È solo l’età anagrafica di
Ian Tweedy (Hann, 1982; vive a Milano) a dimostrarne la giovinezza, poiché la sensazione che si prova dinnanzi al suo disegno minuto e dettagliato, ai supporti (pagine di libri consumate dal tempo, vecchie cartoline, ritagli di mappe) e alle iconografie “romantiche” (uomini soli circondati da una natura imponente) che utilizza, farebbero pensare piuttosto a un artista maturo, già segnato dalle esperienze della vita. È il contrasto tra le sue origini statunitensi e la nascita in luogo fittizio (una base area americana), creato ad hoc durante la Guerra Fredda e trasformato oggi in scalo turistico, che condiziona il suo rapporto con la vita e di conseguenza il suo lavoro, spingendolo sui temi della caducità e della memoria, e smascherando tutta l’ambiguità di un’identità apolide.
La mostra, prodotta in site specific, si compone di tre ambienti separati. A introdurre il visitatore alla biografia dell’artista è il grande wall painting bianco e nero che raffigura il tracciato ferroviario di Francoforte dove l’artista fu arrestato durante il suo periodo di writing: quasi una legenda con cui interpretare il suo spirito ribelle, un moderno eroismo. Accanto, un grande collage (
Plotter) alla
Rauschenberg e la serie di disegni
The Hunter and the hunted sono accostati in una composizione insieme cupa e affascinante, che oscilla tra un senso staticità (
dovuto alle pagine ingiallite e ai volti spesso coperti che scrutano e si difendono) e l’imminente scossa verso la tragedia (il soldato solo nella selva).

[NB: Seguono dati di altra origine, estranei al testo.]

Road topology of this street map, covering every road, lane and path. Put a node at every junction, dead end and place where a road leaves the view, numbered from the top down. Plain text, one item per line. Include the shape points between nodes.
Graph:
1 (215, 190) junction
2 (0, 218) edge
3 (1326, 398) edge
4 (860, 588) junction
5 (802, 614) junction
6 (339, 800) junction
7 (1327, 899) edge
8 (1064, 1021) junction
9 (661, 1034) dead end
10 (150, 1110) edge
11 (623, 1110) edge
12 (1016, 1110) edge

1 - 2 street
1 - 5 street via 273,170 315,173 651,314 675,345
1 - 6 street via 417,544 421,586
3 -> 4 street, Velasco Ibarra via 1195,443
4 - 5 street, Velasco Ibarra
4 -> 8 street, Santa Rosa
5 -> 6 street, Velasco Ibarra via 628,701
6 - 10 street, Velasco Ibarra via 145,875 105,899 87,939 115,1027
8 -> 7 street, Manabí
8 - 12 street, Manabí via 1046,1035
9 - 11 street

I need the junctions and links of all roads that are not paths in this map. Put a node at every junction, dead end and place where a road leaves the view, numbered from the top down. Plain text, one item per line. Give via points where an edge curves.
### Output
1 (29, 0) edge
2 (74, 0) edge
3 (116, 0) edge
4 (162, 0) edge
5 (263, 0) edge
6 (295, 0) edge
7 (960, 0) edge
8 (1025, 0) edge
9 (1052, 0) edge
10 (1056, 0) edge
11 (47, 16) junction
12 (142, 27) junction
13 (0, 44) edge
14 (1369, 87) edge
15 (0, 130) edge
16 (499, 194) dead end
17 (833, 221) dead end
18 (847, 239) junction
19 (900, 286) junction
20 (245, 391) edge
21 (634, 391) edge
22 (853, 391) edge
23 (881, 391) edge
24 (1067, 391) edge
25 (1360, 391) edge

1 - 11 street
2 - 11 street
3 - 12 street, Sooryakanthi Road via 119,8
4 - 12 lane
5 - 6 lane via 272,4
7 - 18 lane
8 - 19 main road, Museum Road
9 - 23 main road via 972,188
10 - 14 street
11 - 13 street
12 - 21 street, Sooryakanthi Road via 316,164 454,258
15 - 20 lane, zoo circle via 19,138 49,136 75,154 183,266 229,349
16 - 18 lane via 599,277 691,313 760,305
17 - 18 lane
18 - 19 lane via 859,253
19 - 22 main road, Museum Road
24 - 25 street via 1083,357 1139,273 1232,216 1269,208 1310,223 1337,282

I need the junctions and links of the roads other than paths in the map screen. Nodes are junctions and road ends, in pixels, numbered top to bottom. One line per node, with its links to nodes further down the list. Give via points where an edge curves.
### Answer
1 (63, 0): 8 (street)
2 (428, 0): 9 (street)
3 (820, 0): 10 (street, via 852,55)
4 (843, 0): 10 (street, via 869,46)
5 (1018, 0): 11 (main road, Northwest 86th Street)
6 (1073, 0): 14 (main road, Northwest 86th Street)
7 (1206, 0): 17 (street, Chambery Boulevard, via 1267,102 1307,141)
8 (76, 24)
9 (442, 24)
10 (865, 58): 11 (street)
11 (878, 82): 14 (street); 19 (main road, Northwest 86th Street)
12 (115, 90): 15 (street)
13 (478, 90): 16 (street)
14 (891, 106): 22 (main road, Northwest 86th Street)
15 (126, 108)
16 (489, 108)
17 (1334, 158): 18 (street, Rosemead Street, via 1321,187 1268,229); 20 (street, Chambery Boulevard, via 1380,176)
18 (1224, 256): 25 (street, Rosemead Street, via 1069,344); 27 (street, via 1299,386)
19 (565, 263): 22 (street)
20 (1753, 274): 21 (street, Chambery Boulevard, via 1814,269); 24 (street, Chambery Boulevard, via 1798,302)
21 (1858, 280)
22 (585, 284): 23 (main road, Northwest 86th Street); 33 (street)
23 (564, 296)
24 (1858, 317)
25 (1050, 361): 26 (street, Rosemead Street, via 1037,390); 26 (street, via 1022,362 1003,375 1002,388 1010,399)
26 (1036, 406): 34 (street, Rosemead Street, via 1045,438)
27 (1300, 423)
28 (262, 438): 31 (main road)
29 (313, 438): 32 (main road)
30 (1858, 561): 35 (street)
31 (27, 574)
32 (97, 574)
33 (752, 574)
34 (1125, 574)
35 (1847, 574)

Per trovare la sua dimensione, Tweedy viaggia in Europa e in America, firmandosi sui muri delle città come Dephect; il graffito è evanescente come lo sono le sue radici, è un segno che incide profondamente sul territorio, un gesto che viene vissuto ma che via via viene cancellato. Troviamo la stessa dirompenza di quella pratica nell’intervento su ferro nella seconda sala, una rovina militare su cui fermare un presente, un sottotesto, per riscrivere una storia passata e dimenticata.
Il linguaggio frammentario, da montaggio cinematografico, e la rielaborazione pittorica della fotografia si sviluppano nel suo primo video,
Olympia, WA 2008, mostrato nell’ultima sala. Un silenzio minaccioso accompagna i frame iniziali, come in una lenta proiezione di diapositive sfocate; il bosco è deserto, gli uomini (l’artista e altri) si mimetizzano con il paesaggio. Un rumore violento di spari irrompe e il flusso narrativo prende corpo. Non c’è nemico apparente, solo bersagli morti, birilli che vengono torturati fino a essere ridotti in poltiglia. Ancora una volta, Tweedy si appropria di un passato comune che non gli appartiene (quello bellico) per ricostruire un suo epos attualizzato, avvalendosi di tutti gli effetti drammatici (in senso etimologico) necessari.
I volti mascherati dei disegni e quelli tesi verso l’attacco del nulla esprimono tutta la solitudine e lo spaesamento del nomade, che accumula voracemente per costruire un archivio di storie dal quale poter attingere infine la propria.